27.07.2018

Gehaltvolle Architektur

Einen Erfolg feierte DIA – Dittel Architekten zuletzt mit der Wettbewerbseinreichung für die Gestaltung des baulichen Corporate Designs der deutschen Auslandsvertretungen, die nun Schritt für Schritt implementiert wird. Rendering: Dittel Architekten GmbH

Ob Kultur, Verkehr, Verwaltung oder Freizeit – öffentliche Bauten finden sich in allen Bereichen des täglichen Lebens und stellen Planer vor Herausforderungen. Dabei nehmen Disziplinen wie Denkmalschutz, Szenographie oder Wegeführung eine wechselnd hohe Rangfolge ein. Allen Projekten gemein ist jedoch eine tiefgreifende inhaltliche Auseinandersetzung mit dem jeweiligen Thema und dessen Übersetzung in architektonische und gestalterische Konzepte.
Das Stuttgarter Büro DIA – Dittel Architekten beschäftigt sich seit mehr als zehn Jahren mit den besonderen Anforderungen von öffentlichen Bauten. Einen Erfolg feierte das Büro zuletzt mit der Wettbewerbseinreichung für die Gestaltung des baulichen Corporate Designs der deutschen Auslandsvertretungen, die nun Schritt für Schritt implementiert wird. Frank Dittel sprach mit Cornelia Gross über die Anforderungen bei der Gestaltung von öffentlichen Gebäuden, Aufenthaltsqualität für Mitarbeiter wie Besucher und über die Kunst, die eigene Kreativität auch mal in den Hintergrund zu stellen.

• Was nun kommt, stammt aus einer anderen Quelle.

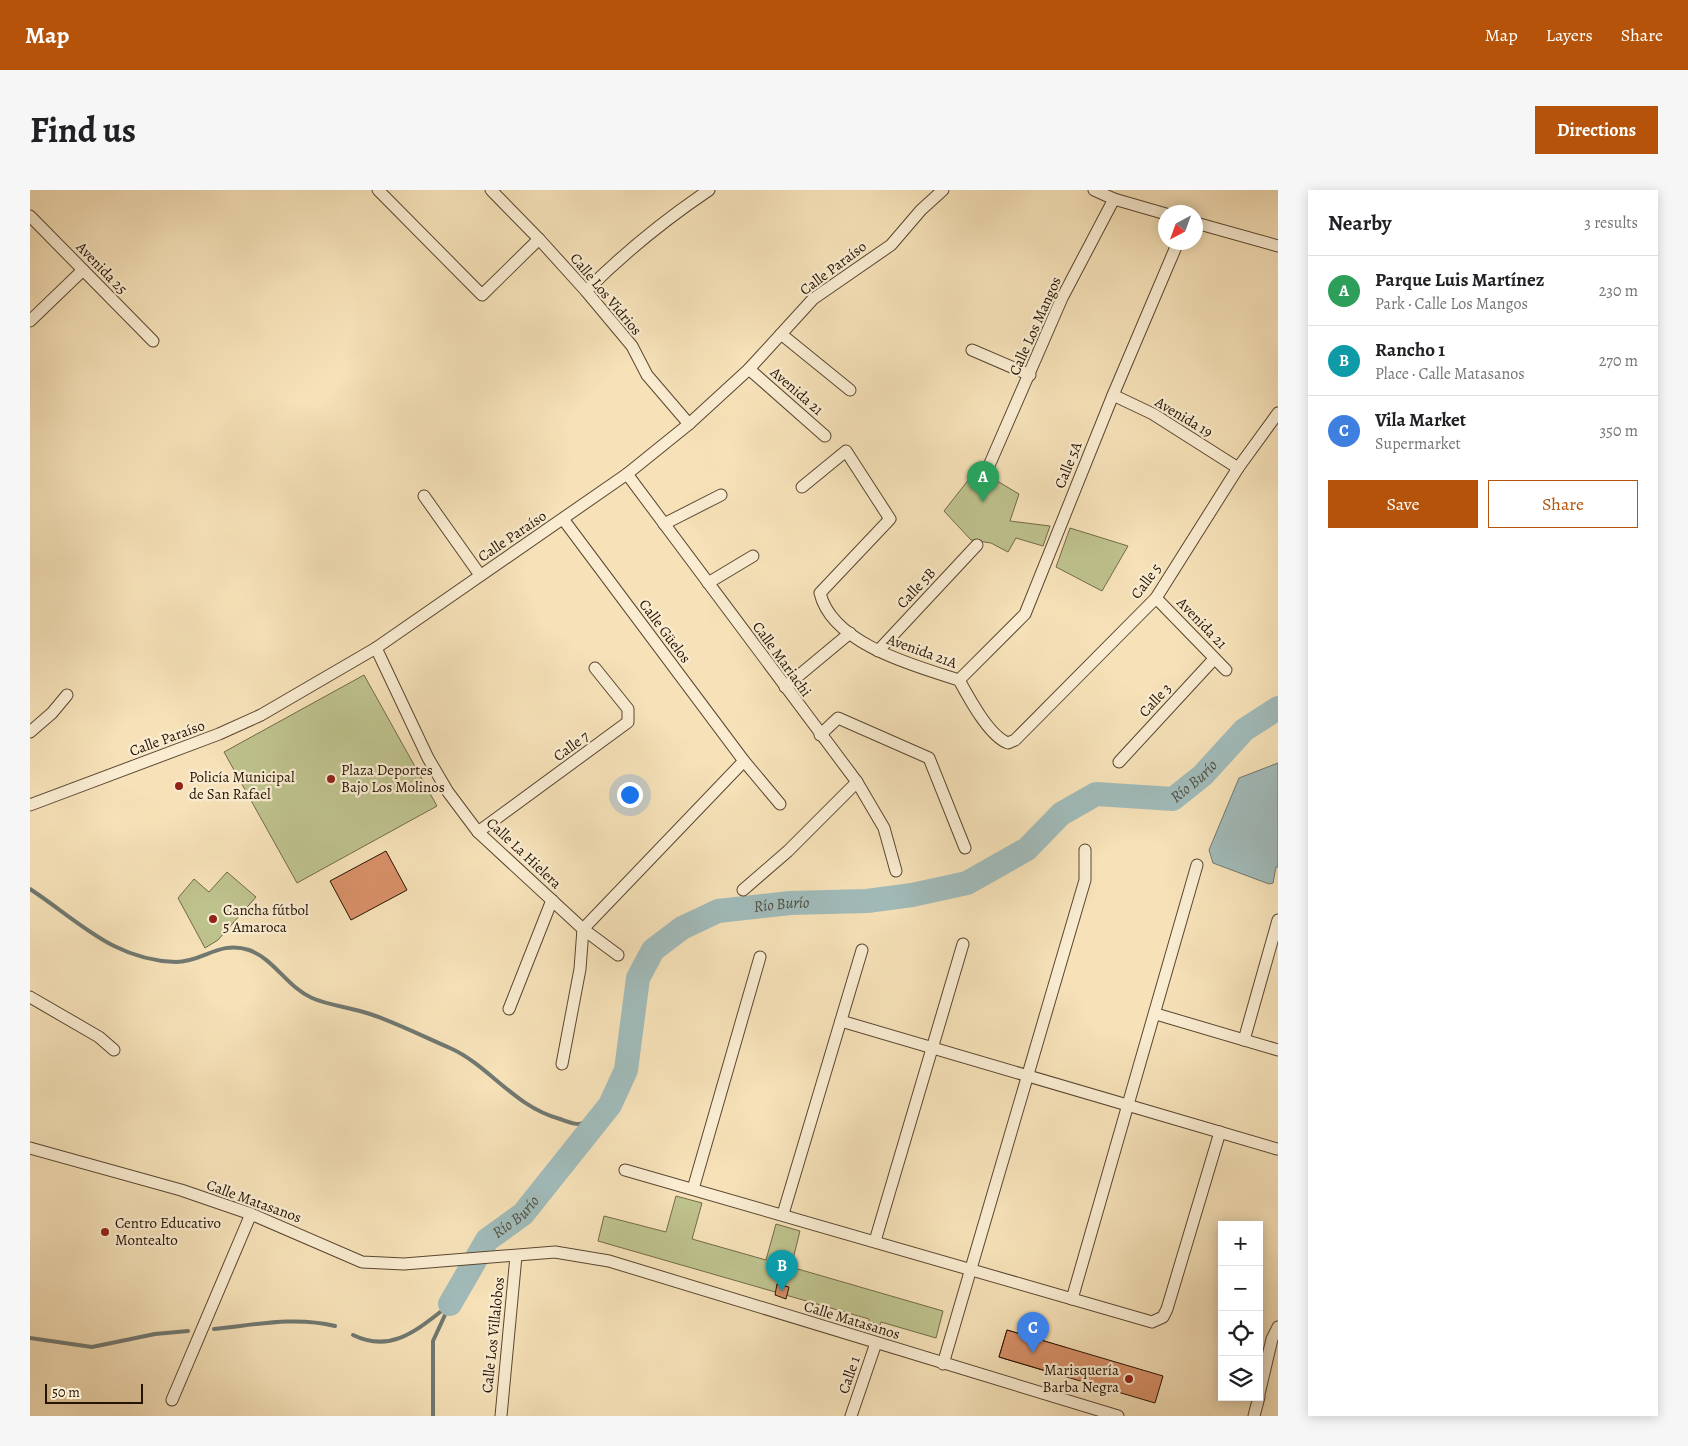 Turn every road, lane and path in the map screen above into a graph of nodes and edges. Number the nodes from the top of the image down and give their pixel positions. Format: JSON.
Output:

IF: Herr Dittel, gibt es besondere Herausforderungen oder spezielle Anforderungen die öffentliche Bauten an Planer stellen?
Frank Dittel: Ja die gibt es! Wir hatten es bisher in allen unseren öffentlichen Bauprojekten mit den Themen Denkmalschutz und Barrierefreiheit zu tun.
Des Weiteren gibt es in öffentlichen Gebäuden klare Vorschriften, die sich auf Arbeitsabläufe und Bürostrukturen sowie -größen beziehen. Das heißt, die Entwurfsaufgabe ist relativ klar definiert. Die Herausforderung besteht also darin, die eigene Kreativität mit den vorgegebenen Parametern zu vereinen.
Eine weitere Herausforderung sehen wir vor allem in der Komplexität der öffentlichen Institutionen. Starke Veränderungen in der Konzeption bedürfen teilweise viel Überzeugungsarbeit. Bei unserer Wettbewerbseinreichung für die Gestaltung der Auslandsvertretungen für die Bundesrepublik Deutschland vor drei Jahren wollten wir uns zum Beispiel bewusst von einem "Beamtenflur" lösen, Sichtbezüge schaffen und die Menschen, die dort arbeiten, zusammenbringen. Das ist aufgrund der eben beschriebenen Anforderungskataloge gar nicht so einfach. Neben dem Bauherren müssen natürlich auch die Mitarbeiter und die Betriebsräte überzeugt werden.

IF: Jetzt haben Sie vor allem über die Mitarbeiter gesprochen, die in öffentlichen Bereichen arbeiten und die in erster Linie von der Innenarchitektur profitieren. Wie steht es um die Besucher? Welche Bedürfnisse haben Menschen im öffentlichen Raum im Vergleich zum privaten Raum?
Dittel: Wir erleben, dass insbesondere die Informationen, die in diesen Bereichen transportiert werden sollen, viel klarer und bildlicher sein müssen, sodass sich ein Besucher ohne große Nachfrage oder Hilfe im Gebäude orientieren und bewegen kann. Kommunikations- und Leitsysteme ebenso wie Grafik stehen da natürlich viel mehr im Vordergrund als im privaten oder gewerblichen Bereich.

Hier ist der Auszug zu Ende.